Among the lines below, list those containing the string "Республиканская".

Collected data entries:

########

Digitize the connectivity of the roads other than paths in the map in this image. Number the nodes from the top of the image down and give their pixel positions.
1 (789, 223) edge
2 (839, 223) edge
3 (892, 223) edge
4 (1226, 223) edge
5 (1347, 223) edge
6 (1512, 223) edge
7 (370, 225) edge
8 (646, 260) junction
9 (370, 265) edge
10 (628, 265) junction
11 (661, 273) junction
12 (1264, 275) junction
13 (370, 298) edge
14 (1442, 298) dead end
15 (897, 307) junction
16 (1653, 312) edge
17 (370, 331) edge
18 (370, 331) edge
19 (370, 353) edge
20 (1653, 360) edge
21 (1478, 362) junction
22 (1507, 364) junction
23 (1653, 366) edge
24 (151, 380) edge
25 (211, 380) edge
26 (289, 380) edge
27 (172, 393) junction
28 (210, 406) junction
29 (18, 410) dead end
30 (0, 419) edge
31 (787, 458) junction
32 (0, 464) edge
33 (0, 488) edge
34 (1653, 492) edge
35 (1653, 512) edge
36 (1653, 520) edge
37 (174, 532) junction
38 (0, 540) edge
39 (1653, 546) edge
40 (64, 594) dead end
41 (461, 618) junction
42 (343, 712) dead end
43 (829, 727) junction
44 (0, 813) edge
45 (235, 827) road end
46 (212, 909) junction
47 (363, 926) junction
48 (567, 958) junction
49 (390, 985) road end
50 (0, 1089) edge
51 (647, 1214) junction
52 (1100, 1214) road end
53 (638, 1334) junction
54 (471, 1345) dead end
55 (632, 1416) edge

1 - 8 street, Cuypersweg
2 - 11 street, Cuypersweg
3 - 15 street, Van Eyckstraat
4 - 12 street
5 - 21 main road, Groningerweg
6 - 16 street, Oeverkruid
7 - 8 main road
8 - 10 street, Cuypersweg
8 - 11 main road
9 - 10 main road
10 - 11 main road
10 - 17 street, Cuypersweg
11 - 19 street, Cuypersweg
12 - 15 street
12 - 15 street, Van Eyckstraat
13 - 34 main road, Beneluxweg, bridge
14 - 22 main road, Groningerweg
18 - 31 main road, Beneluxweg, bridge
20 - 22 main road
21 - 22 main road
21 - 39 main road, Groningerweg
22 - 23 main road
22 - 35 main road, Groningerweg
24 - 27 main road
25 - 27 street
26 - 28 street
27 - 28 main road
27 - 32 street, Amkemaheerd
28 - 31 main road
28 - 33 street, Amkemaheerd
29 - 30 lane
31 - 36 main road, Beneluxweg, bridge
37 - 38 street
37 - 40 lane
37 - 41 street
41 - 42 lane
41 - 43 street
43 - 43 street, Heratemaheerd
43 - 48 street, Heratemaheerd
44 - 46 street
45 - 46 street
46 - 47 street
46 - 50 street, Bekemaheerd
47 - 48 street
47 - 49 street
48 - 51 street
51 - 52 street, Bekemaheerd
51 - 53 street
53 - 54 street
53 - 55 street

########

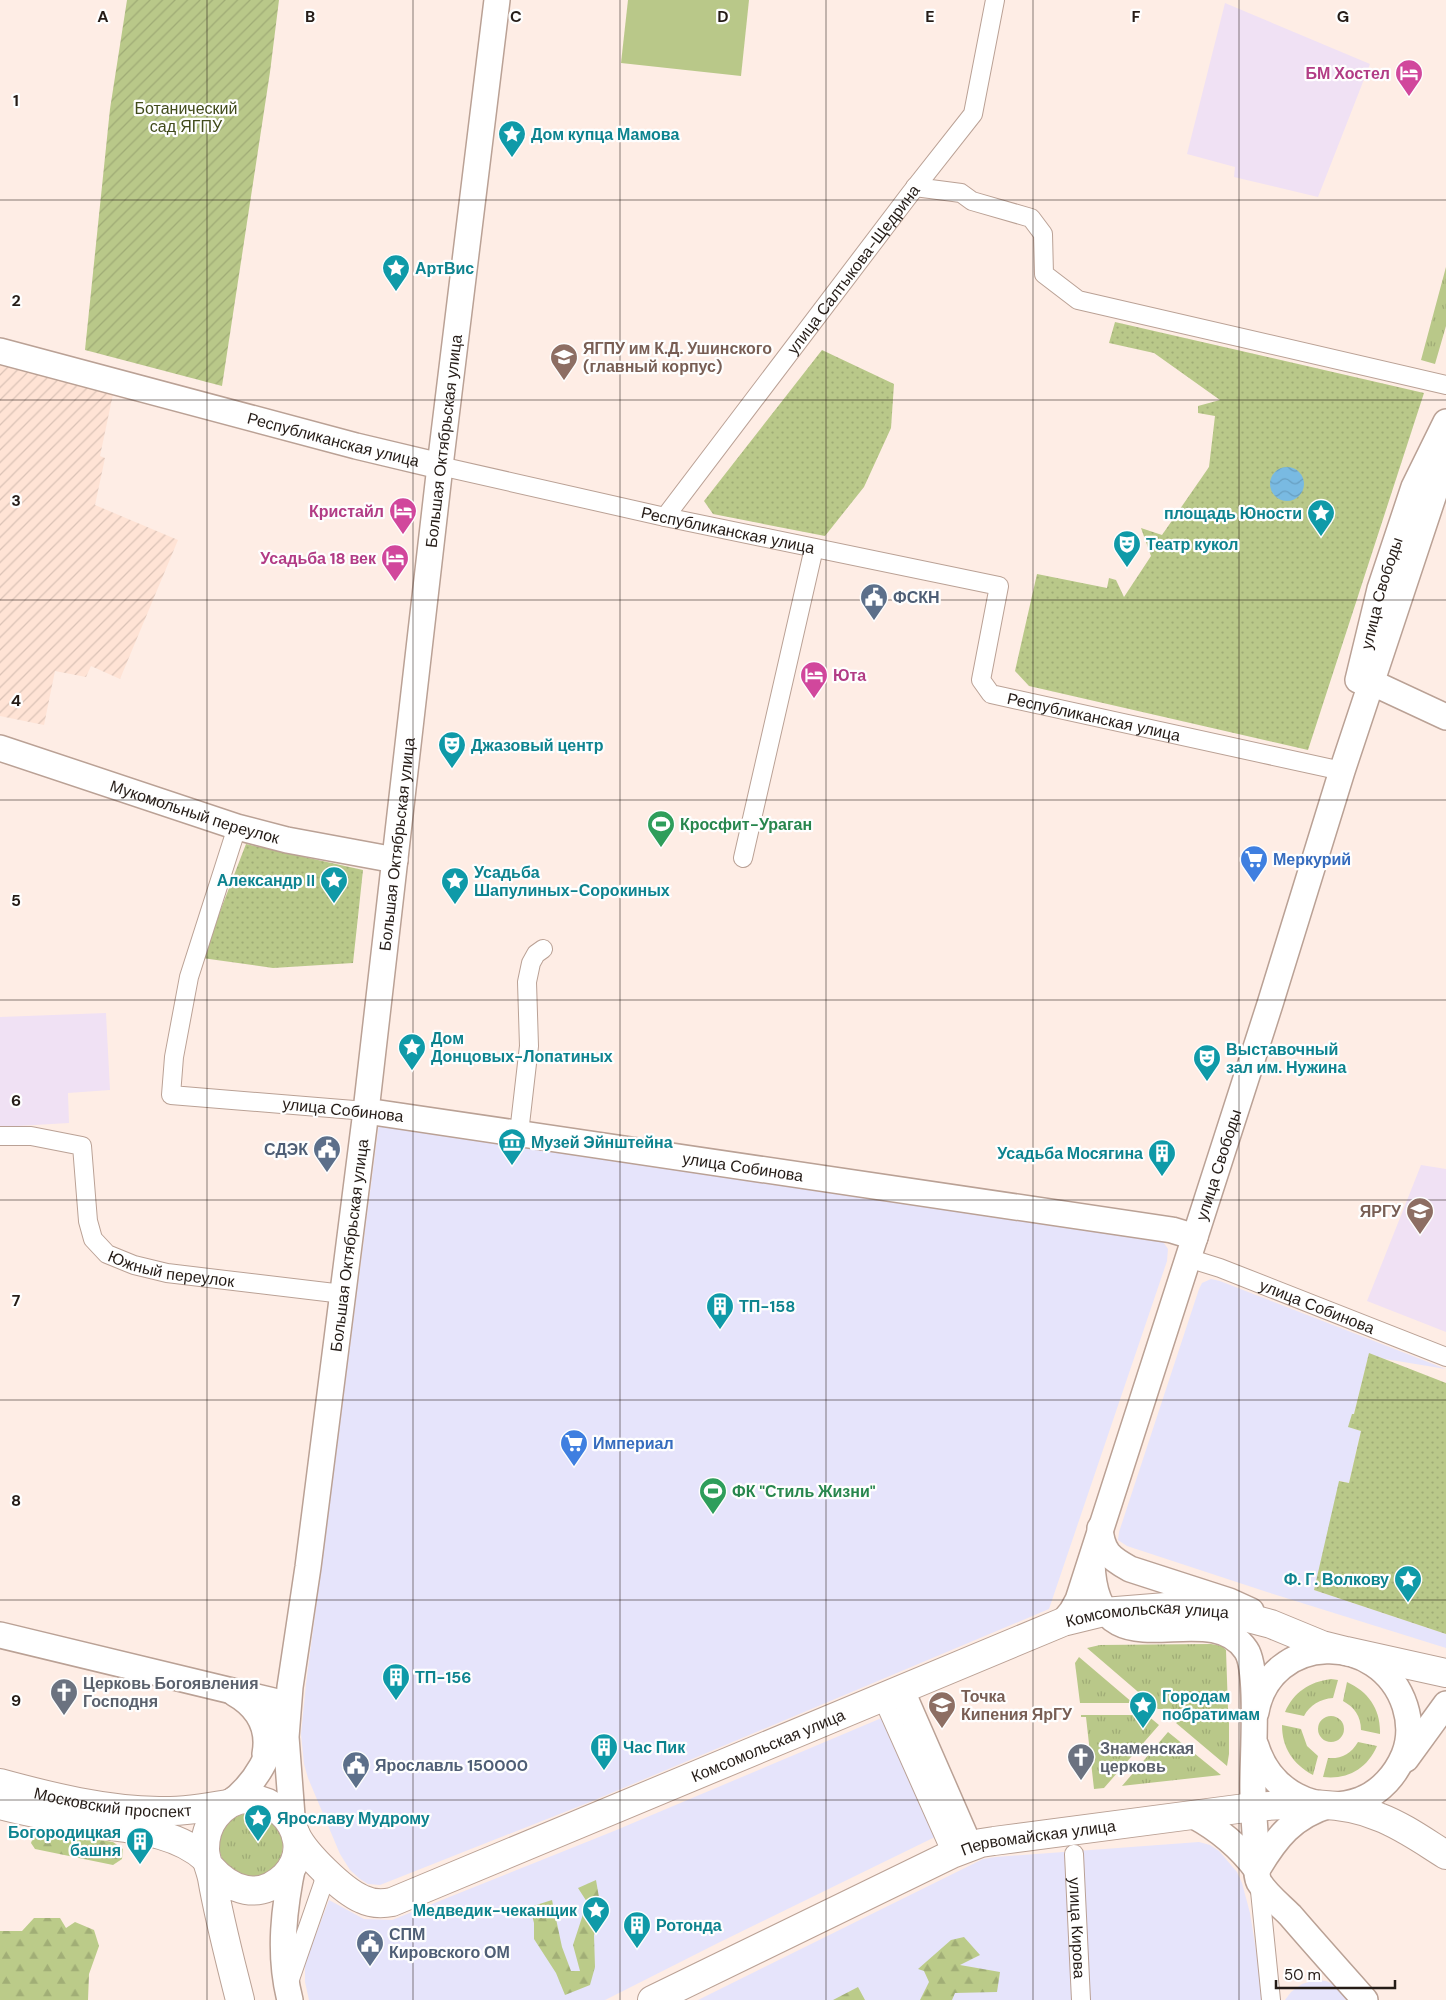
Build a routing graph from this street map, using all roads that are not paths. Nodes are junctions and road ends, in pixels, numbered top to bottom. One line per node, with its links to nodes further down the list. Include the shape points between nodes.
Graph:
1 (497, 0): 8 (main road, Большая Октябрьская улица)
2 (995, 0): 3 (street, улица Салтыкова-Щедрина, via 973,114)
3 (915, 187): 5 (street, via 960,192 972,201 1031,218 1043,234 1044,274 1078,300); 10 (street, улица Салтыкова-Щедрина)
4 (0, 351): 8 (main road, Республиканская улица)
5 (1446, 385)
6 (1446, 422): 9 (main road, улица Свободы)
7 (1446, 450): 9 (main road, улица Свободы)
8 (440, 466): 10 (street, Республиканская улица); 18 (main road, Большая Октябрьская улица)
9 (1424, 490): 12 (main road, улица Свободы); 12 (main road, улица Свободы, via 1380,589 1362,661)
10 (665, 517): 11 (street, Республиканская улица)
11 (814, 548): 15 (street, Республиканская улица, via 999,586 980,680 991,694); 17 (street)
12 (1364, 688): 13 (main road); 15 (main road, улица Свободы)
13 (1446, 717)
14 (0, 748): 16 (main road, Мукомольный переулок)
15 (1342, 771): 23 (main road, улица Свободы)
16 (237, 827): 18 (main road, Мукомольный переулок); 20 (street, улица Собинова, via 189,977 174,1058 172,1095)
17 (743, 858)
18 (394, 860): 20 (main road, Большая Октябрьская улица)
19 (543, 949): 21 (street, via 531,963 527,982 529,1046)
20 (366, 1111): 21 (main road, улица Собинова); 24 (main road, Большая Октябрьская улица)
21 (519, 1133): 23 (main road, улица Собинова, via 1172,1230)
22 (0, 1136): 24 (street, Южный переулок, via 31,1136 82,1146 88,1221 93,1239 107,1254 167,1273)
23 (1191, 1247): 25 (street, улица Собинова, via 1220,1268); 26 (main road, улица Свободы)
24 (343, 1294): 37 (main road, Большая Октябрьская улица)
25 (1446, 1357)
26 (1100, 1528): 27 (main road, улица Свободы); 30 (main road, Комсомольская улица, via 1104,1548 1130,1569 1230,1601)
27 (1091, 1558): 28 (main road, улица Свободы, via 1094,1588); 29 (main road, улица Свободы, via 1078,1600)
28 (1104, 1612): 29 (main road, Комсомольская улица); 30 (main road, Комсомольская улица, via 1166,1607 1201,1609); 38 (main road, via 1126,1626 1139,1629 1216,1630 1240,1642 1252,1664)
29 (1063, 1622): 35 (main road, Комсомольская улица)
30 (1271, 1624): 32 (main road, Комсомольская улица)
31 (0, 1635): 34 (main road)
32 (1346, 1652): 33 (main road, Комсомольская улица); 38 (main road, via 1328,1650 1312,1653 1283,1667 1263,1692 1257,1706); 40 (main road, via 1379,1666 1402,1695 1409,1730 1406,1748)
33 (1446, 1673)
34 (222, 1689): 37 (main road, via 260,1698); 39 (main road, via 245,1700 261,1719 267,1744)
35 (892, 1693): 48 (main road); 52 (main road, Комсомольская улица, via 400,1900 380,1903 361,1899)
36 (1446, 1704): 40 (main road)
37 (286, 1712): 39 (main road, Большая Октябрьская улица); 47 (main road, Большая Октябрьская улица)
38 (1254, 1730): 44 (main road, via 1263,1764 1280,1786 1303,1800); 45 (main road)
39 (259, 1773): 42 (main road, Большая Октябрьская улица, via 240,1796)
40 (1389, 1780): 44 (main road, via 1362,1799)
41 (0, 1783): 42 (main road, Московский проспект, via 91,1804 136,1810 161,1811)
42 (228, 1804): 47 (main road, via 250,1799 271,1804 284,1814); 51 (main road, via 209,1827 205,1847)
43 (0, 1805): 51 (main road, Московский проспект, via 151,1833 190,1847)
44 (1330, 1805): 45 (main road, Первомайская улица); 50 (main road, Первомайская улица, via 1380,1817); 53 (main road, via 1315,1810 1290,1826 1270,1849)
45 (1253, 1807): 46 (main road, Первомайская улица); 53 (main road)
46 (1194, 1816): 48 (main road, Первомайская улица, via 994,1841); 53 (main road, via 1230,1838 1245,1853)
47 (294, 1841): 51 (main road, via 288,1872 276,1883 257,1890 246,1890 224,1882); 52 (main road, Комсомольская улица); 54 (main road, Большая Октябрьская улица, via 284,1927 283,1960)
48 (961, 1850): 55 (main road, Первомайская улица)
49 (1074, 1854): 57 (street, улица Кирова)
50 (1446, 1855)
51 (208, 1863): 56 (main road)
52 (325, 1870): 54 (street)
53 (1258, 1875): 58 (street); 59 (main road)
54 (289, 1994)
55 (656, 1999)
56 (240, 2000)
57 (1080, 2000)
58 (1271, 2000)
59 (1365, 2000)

########

| EXPECTED ANSWER |
4 (0, 351): 8 (main road, Республиканская улица)
8 (440, 466): 10 (street, Республиканская улица); 18 (main road, Большая Октябрьская улица)
10 (665, 517): 11 (street, Республиканская улица)
11 (814, 548): 15 (street, Республиканская улица, via 999,586 980,680 991,694); 17 (street)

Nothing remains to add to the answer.